• [Task to carry out]
Count how many lines of the data below contain the string "Речная"; the reply should be that number alone.

>>>

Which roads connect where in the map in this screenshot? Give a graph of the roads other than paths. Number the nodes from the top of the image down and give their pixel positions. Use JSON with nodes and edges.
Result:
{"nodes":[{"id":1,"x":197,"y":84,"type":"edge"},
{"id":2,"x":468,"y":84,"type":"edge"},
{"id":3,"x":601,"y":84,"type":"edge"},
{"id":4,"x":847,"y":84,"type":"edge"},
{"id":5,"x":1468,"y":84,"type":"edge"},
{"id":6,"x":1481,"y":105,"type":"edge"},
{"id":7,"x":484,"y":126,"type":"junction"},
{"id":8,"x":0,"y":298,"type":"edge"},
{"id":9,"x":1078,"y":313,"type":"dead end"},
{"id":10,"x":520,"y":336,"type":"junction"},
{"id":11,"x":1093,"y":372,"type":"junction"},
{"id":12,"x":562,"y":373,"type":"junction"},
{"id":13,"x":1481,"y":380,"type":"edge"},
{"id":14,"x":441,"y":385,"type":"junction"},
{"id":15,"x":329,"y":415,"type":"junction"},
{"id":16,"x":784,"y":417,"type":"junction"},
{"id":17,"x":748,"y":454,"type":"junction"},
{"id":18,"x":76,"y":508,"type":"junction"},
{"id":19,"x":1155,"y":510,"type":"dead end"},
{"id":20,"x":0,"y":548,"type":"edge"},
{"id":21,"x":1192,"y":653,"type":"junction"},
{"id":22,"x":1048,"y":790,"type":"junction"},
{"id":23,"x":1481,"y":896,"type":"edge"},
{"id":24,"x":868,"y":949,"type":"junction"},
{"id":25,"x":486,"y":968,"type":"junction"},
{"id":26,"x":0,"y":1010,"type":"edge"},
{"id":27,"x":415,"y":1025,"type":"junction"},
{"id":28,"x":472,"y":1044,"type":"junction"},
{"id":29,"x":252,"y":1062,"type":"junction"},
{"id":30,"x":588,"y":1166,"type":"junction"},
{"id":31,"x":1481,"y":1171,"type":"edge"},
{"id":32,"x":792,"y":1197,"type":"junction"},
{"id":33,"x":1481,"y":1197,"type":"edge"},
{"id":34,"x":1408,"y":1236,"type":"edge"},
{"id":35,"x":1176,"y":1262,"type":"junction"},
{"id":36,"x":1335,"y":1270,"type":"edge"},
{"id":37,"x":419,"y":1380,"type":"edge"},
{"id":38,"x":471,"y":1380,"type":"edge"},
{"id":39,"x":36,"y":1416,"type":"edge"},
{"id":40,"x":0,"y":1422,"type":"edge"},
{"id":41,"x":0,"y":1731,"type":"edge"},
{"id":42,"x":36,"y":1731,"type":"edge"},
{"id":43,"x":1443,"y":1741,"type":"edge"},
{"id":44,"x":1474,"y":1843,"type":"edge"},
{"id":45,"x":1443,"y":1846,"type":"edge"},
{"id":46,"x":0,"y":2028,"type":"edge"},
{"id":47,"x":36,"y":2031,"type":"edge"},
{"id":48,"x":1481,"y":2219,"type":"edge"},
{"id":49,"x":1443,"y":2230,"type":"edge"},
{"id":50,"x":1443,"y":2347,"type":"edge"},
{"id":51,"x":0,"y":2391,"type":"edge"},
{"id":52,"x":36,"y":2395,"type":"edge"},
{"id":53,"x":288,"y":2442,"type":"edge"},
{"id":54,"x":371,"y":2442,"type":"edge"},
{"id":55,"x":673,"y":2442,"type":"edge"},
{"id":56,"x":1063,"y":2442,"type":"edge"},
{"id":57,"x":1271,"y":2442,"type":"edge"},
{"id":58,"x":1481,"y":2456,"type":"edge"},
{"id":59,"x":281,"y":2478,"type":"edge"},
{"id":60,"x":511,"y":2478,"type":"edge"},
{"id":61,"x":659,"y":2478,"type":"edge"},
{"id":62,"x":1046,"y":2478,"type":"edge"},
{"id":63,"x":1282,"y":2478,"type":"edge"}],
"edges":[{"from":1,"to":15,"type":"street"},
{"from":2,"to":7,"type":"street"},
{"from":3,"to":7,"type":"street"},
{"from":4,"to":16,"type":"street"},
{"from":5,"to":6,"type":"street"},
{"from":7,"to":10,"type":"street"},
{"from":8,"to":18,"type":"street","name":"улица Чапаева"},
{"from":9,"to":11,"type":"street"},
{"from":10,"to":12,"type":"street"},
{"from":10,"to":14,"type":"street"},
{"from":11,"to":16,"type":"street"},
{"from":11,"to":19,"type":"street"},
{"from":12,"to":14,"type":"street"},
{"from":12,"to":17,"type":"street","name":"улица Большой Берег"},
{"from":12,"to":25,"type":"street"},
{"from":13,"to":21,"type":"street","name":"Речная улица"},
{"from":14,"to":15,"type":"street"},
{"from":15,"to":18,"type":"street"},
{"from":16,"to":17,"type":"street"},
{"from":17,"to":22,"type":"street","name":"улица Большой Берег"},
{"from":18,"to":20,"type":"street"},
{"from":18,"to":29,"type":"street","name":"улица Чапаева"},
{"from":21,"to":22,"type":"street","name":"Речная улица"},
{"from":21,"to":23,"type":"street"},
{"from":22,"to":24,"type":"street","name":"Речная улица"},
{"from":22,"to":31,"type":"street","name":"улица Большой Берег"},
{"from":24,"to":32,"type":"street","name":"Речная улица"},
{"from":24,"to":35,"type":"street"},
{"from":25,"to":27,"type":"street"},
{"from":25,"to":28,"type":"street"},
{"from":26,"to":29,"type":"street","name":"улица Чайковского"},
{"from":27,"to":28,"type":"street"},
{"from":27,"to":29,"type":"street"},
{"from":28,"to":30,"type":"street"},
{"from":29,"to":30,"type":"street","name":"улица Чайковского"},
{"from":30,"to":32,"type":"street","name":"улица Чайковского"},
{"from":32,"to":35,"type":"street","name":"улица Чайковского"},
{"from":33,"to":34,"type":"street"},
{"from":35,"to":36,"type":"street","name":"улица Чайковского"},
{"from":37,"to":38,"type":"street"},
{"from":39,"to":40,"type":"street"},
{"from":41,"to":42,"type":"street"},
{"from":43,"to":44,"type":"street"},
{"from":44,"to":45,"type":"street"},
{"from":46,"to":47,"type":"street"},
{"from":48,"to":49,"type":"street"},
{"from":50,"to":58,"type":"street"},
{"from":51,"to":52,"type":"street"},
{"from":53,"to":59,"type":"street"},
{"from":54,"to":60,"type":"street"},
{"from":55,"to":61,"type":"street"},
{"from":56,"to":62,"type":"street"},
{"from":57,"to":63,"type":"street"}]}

<<<

• [Output of the task]
4